Items from a dataset
--*--
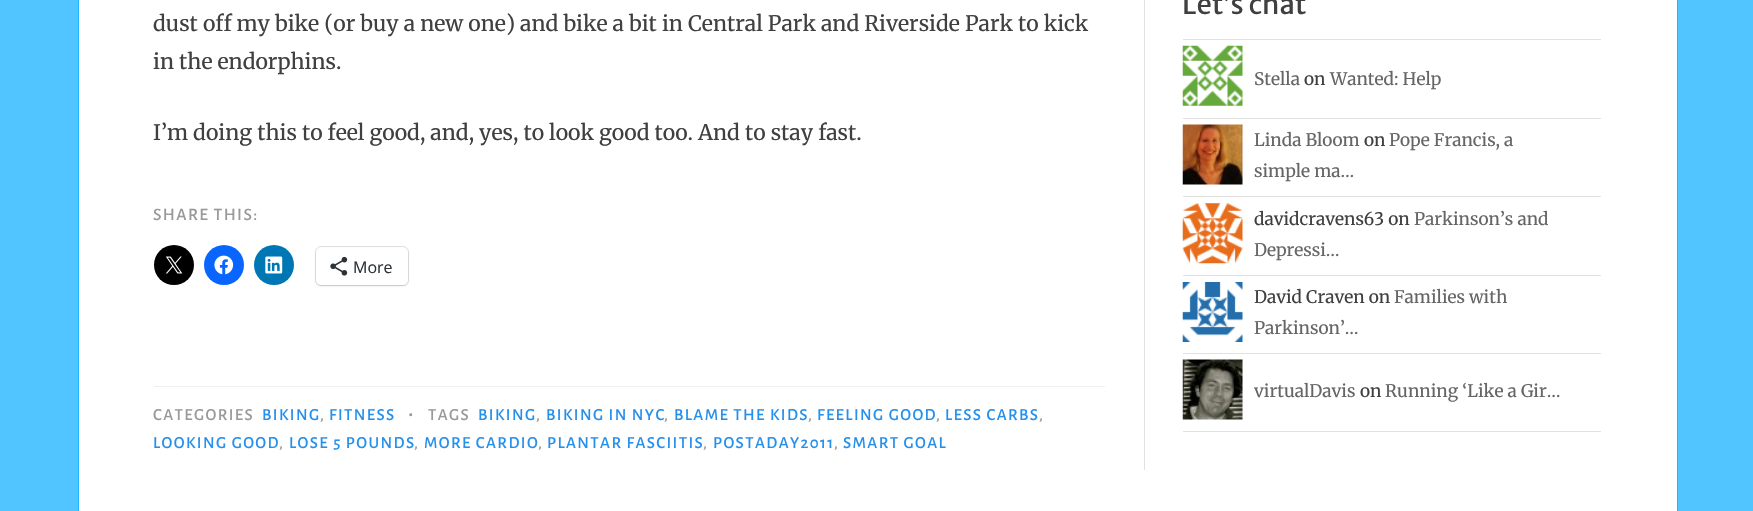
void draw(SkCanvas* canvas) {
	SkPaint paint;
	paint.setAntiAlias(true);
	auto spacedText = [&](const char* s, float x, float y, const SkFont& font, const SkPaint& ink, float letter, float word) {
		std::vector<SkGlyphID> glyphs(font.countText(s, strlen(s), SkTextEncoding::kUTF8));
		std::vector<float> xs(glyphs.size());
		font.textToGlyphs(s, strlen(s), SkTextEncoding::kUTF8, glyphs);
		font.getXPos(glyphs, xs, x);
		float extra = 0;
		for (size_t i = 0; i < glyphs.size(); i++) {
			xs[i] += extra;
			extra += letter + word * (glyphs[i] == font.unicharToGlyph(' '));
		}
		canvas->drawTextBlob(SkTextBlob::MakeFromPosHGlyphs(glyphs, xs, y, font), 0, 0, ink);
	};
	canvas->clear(0xff51c5ff);
	paint.setColor(0xffffffff);
	canvas->drawRect(SkRect::MakeXYWH(78.5, -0.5, 1599, 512), paint);
	paint.setStroke(true);
	paint.setStrokeWidth(1);
	paint.setColor(0xff1eb4ff);
	canvas->drawRect(SkRect::MakeXYWH(78.5, -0.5, 1599, 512), paint);
	SkFont f1(fontMgr->matchFamilyStyle("Merriweather", SkFontStyle::Normal()), 21.25);
	f1.setSubpixel(true);
	paint.setStroke(false);
	paint.setColor(0xff404040);
	canvas->drawString("dust off my bike (or buy a new one) and bike a bit in Central Park and Riverside Park to kick", 153, 31, f1, paint);
	canvas->drawString("in the endorphins.", 153, 69, f1, paint);
	canvas->drawString("I’m doing this to feel good, and, yes, to look good too. And to stay fast.", 153, 140, f1, paint);
	SkFont f2(fontMgr->matchFamilyStyle("Alegreya Sans", SkFontStyle(500, SkFontStyle::kNormal_Width, SkFontStyle::kUpright_Slant)), 17.5);
	f2.setSubpixel(true);
	paint.setColor(0xff999999);
	spacedText("SHARE THIS:", 153, 220, f2, paint, 1.4, 0);
	paint.setColor(0xff000000);
	canvas->drawCircle(174, 265, 20, paint);
	canvas->drawImageRect(SkImages::DeferredFromEncodedData(SkData::MakeFromFileName("img1.png")), SkRect::MakeXYWH(165, 256, 18, 18), SkSamplingOptions());
	paint.setColor(0xff0866ff);
	canvas->drawCircle(224, 265, 20, paint);
	canvas->drawImageRect(SkImages::DeferredFromEncodedData(SkData::MakeFromFileName("img2.png")), SkRect::MakeXYWH(214, 255, 20, 20), SkSamplingOptions());
	paint.setColor(0xff0077b5);
	canvas->drawCircle(274, 265, 20, paint);
	canvas->drawImageRect(SkImages::DeferredFromEncodedData(SkData::MakeFromFileName("img3.png")), SkRect::MakeXYWH(265, 256, 18, 18), SkSamplingOptions());
	paint.setStroke(true);
	paint.setColor(0xffe0e0e0);
	canvas->drawRoundRect(SkRect::MakeXYWH(315.5, 246.5, 93, 39), 5.5, 5.5, paint);
	paint.setStroke(false);
	paint.setColor(0x1f000000);
	paint.setMaskFilter(SkMaskFilter::MakeBlur(kNormal_SkBlurStyle, 1));
	canvas->drawRoundRect(SkRect::MakeXYWH(316, 249, 92, 37), 5, 5, paint);
	paint.setMaskFilter(nullptr);
	paint.setColor(0xffffffff);
	canvas->drawRoundRect(SkRect::MakeXYWH(316, 248, 92, 37), 5, 5, paint);
	canvas->drawImageRect(SkImages::DeferredFromEncodedData(SkData::MakeFromFileName("img4.png")), SkRect::MakeXYWH(330, 256, 18, 20), SkSamplingOptions());
	SkFont f3(fontMgr->matchFamilyStyle("Open Sans", SkFontStyle::Normal()), 16);
	f3.setSubpixel(true);
	paint.setColor(0xff2c3338);
	canvas->drawString("More", 353, 273, f3, paint);
	paint.setColor(0xffefefef);
	canvas->drawRect(SkRect::MakeXYWH(154, 386, 951, 1), paint);
	SkFont f4(fontMgr->matchFamilyStyle("Alegreya Sans", SkFontStyle(500, SkFontStyle::kNormal_Width, SkFontStyle::kUpright_Slant)), 16.9);
	f4.setSubpixel(true);
	paint.setColor(0xff999999);
	spacedText("CATEGORIES", 153, 420, f4, paint, 1.4, 0);
	paint.setColor(0xff2590ec);
	spacedText("BIKING", 262, 420, f4, paint, 1.4, 0);
	spacedText("FITNESS", 329, 420, f4, paint, 1.4, 0);
	SkFont f5(fontMgr->matchFamilyStyle("Alegreya Sans", SkFontStyle(500, SkFontStyle::kNormal_Width, SkFontStyle::kUpright_Slant)), 22);
	f5.setSubpixel(true);
	paint.setColor(0xff999999);
	spacedText("•", 408, 420, f5, paint, 2, 0);
	spacedText("TAGS", 428, 420, f4, paint, 1.4, 0);
	paint.setColor(0xff2590ec);
	spacedText("BIKING", 478, 420, f4, paint, 1.4, 0);
	spacedText("BIKING IN NYC", 546, 420, f4, paint, 1.4, 0);
	spacedText("BLAME THE KIDS", 674, 420, f4, paint, 1.4, 0);
	spacedText("FEELING GOOD", 817, 420, f4, paint, 1.4, 0);
	spacedText("LESS CARBS", 945, 420, f4, paint, 1.4, 0);
	paint.setColor(0xff999999);
	spacedText(",", 320, 420, f4, paint, 1.4, 0);
	spacedText(",", 536, 420, f4, paint, 1.4, 0);
	spacedText(",", 664, 420, f4, paint, 1.4, 0);
	spacedText(",", 808, 420, f4, paint, 1.4, 0);
	spacedText(",", 936, 420, f4, paint, 1.4, 0);
	spacedText(",", 1039, 420, f4, paint, 1.4, 0);
	paint.setColor(0xff2590ec);
	spacedText("LOOKING GOOD", 153, 448, f4, paint, 1.4, 0);
	paint.setColor(0xff999999);
	spacedText(",", 279, 448, f4, paint, 1.4, 0);
	paint.setColor(0xff2590ec);
	spacedText("LOSE 5 POUNDS", 289, 448, f4, paint, 1.4, 0);
	paint.setColor(0xff999999);
	spacedText(",", 414, 448, f4, paint, 1.4, 0);
	paint.setColor(0xff2590ec);
	spacedText("MORE CARDIO", 424, 448, f4, paint, 1.4, 0);
	paint.setColor(0xff999999);
	spacedText(",", 538, 448, f4, paint, 1.4, 0);
	paint.setColor(0xff2590ec);
	spacedText("PLANTAR FASCIITIS", 547, 448, f4, paint, 1.4, 0);
	paint.setColor(0xff999999);
	spacedText(",", 703, 448, f4, paint, 1.4, 0);
	paint.setColor(0xff2590ec);
	spacedText("POSTADAY2011", 713, 448, f4, paint, 1.4, 0);
	paint.setColor(0xff999999);
	spacedText(",", 834, 448, f4, paint, 1.4, 0);
	paint.setColor(0xff2590ec);
	spacedText("SMART GOAL", 843, 448, f4, paint, 1.4, 0);
	paint.setColor(0xffe1e1e1);
	canvas->drawRect(SkRect::MakeXYWH(1144, 0, 1, 470), paint);
	SkFont f6(fontMgr->matchFamilyStyle("Merriweather Sans", SkFontStyle::Normal()), 27.5);
	f6.setSubpixel(true);
	paint.setColor(0xff404040);
	canvas->drawString("Let’s chat", 1182, 14, f6, paint);
	paint.setColor(0xffe1e1e1);
	canvas->drawRect(SkRect::MakeXYWH(1183, 39, 418, 1), paint);
	canvas->drawRect(SkRect::MakeXYWH(1183, 118, 418, 1), paint);
	canvas->drawImageRect(SkImages::DeferredFromEncodedData(SkData::MakeFromFileName("img5.png")), SkRect::MakeXYWH(1182, 45, 61, 61), SkSamplingOptions());
	SkFont f7(fontMgr->matchFamilyStyle("Merriweather", SkFontStyle::Normal()), 17.25);
	f7.setSubpixel(true);
	paint.setColor(0xff666666);
	canvas->drawString("Stella", 1254, 85, f7, paint);
	paint.setColor(0xff404040);
	canvas->drawString("on", 1304, 85, f7, paint);
	paint.setColor(0xff666666);
	canvas->drawString("Wanted: Help", 1330, 85, f7, paint);
	paint.setColor(0xffe1e1e1);
	canvas->drawRect(SkRect::MakeXYWH(1183, 196, 418, 1), paint);
	canvas->drawImageRect(SkImages::DeferredFromEncodedData(SkData::MakeFromFileName("img6.png")), SkRect::MakeXYWH(1182, 124, 61, 61), SkSamplingOptions());
	paint.setColor(0xff666666);
	canvas->drawString("Linda Bloom", 1254, 146, f7, paint);
	paint.setColor(0xff404040);
	canvas->drawString("on", 1364, 146, f7, paint);
	paint.setColor(0xff666666);
	canvas->drawString("Pope Francis, a", 1389, 146, f7, paint);
	canvas->drawString("simple ma…", 1254, 177, f7, paint);
	paint.setColor(0xffe1e1e1);
	canvas->drawRect(SkRect::MakeXYWH(1183, 275, 418, 1), paint);
	canvas->drawImageRect(SkImages::DeferredFromEncodedData(SkData::MakeFromFileName("img7.png")), SkRect::MakeXYWH(1182, 203, 61, 61), SkSamplingOptions());
	paint.setColor(0xff404040);
	canvas->drawString("davidcravens63 on", 1254, 225, f7, paint);
	paint.setColor(0xff666666);
	canvas->drawString("Parkinson’s and", 1414, 225, f7, paint);
	canvas->drawString("Depressi…", 1254, 256, f7, paint);
	paint.setColor(0xffe1e1e1);
	canvas->drawRect(SkRect::MakeXYWH(1183, 353, 418, 1), paint);
	canvas->drawImageRect(SkImages::DeferredFromEncodedData(SkData::MakeFromFileName("img8.png")), SkRect::MakeXYWH(1182, 282, 61, 60), SkSamplingOptions());
	paint.setColor(0xff404040);
	canvas->drawString("David Craven on", 1254, 303, f7, paint);
	paint.setColor(0xff666666);
	canvas->drawString("Families with", 1394, 303, f7, paint);
	canvas->drawString("Parkinson’…", 1254, 334, f7, paint);
	paint.setColor(0xffe1e1e1);
	canvas->drawRect(SkRect::MakeXYWH(1183, 431, 418, 1), paint);
	canvas->drawImageRect(SkImages::DeferredFromEncodedData(SkData::MakeFromFileName("img9.png")), SkRect::MakeXYWH(1182, 359, 61, 61), SkSamplingOptions());
	paint.setColor(0xff666666);
	canvas->drawString("virtualDavis", 1254, 397, f7, paint);
	paint.setColor(0xff404040);
	canvas->drawString("on", 1360, 397, f7, paint);
	paint.setColor(0xff666666);
	canvas->drawString("Running ‘Like a Gir…", 1385, 397, f7, paint);
}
--*--
#### WHAT TO DO:
A complete answer lists each line of the data that holds the word "drawRoundRect".

#### RESULT OF THE TASK:
	canvas->drawRoundRect(SkRect::MakeXYWH(315.5, 246.5, 93, 39), 5.5, 5.5, paint);
	canvas->drawRoundRect(SkRect::MakeXYWH(316, 249, 92, 37), 5, 5, paint);
	canvas->drawRoundRect(SkRect::MakeXYWH(316, 248, 92, 37), 5, 5, paint);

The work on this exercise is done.